Friday, November, 16, 2018 05:39:58

Essar Group, owned by the Ruia family, has announced that it would deleverage around Rs 1.25 trillion of its debt if its offer to repay Essar Steel lenders in full is accepted. Sources close to the matter informed that the total deleveraging of Rs 1.25 trillion represents more than 85 percent of the group’s overall liabilities.

As per records, the Committee of Essar Steel Creditors had picked the Rs 420 trillion takeover bid by the world’s largest steelmaker ArcelorMittal a week ago. The company promoter, Essar Group, had put forth a Rs 543.89 billion proposal to repay off all of the lenders’ dues, which the Committee did not prefer.

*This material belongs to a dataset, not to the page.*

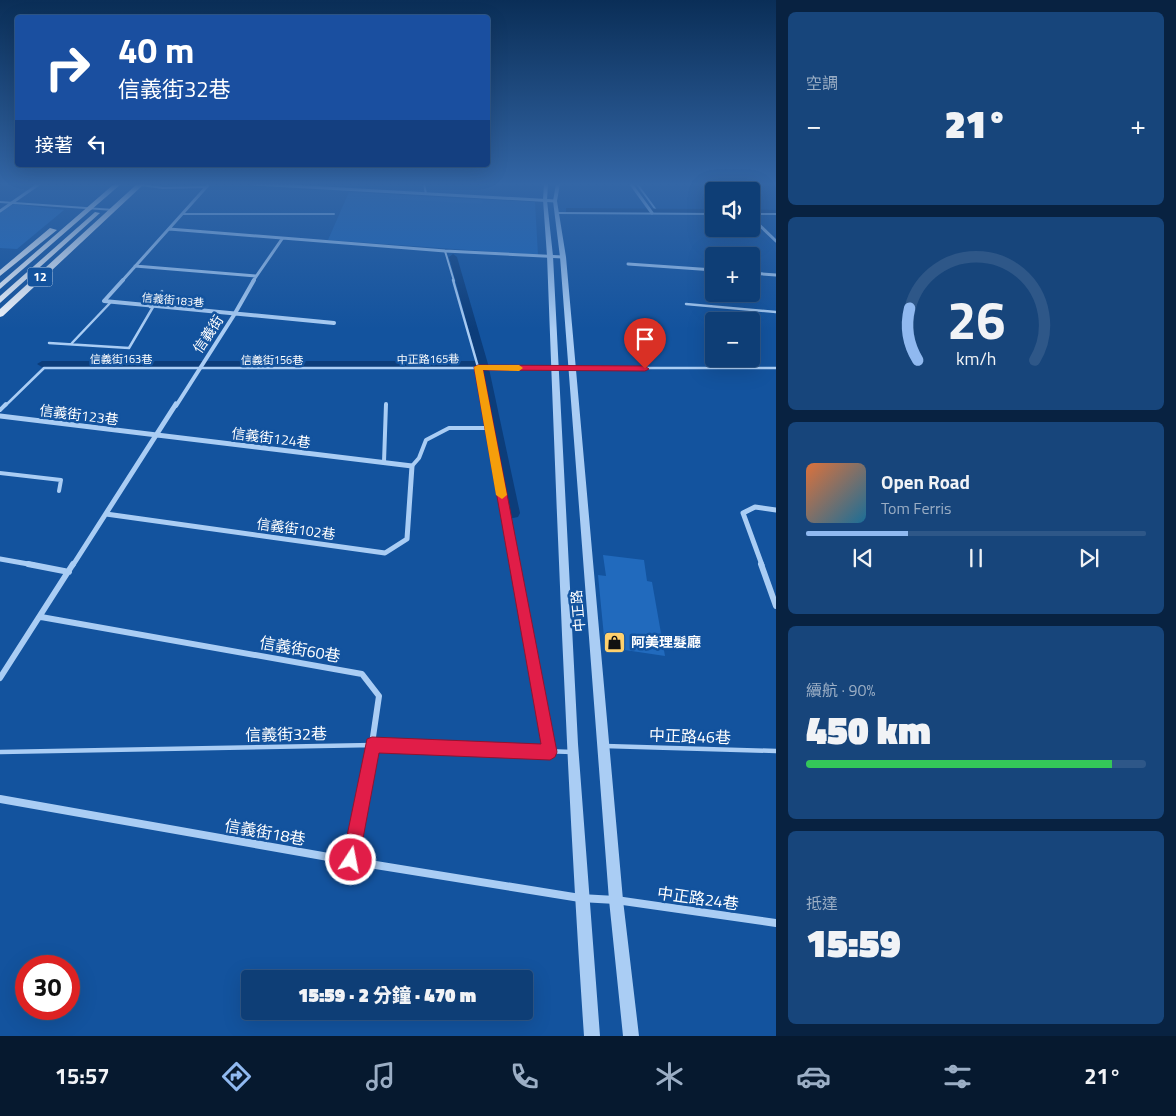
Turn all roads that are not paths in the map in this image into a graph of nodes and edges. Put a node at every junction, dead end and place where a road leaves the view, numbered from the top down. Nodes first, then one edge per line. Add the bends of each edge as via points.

Sources said that Essar is planning to legally challenge the Committee’s decision as the group believes its offer would ensure lenders recover 100 percent of their dues, whereas accepting ArcelorMittal’s offer would result into lower recovery. Until now, Essar Group had utilized Rs 42 billion from the sale of Aegis US operations, Rs 720 billion accrued after selling Essar Oil to Russia’s Rosneft and partners, Rs 24 billion from sale of Equinox and Rs 20 billion from sale of Aegis for deleveraging group debt.

Essar had invested Rs 1.2 trillion between 2010 and 2015, which is the highest in recent years by any corporate, reports indicate. With these funds, it has built world-class energy, infrastructure and metals & mining assets, as well as services sector businesses. The group has insisted that banks who lent to Essar have not lost money and claims that over Rs 200 billion in interest has been paid to the lenders of Essar Steel.

Essar has transformed itself into a fund-led structure for ensuring better management of its vast portfolio of businesses, by investing long-term capital into companies and holding 100 percent stake in all its investments, the sources mentioned. The group has stated that the quality of assets it holds has been attracting aggressive bids from high valued players and will enable banks to recover dues without a substantial cut.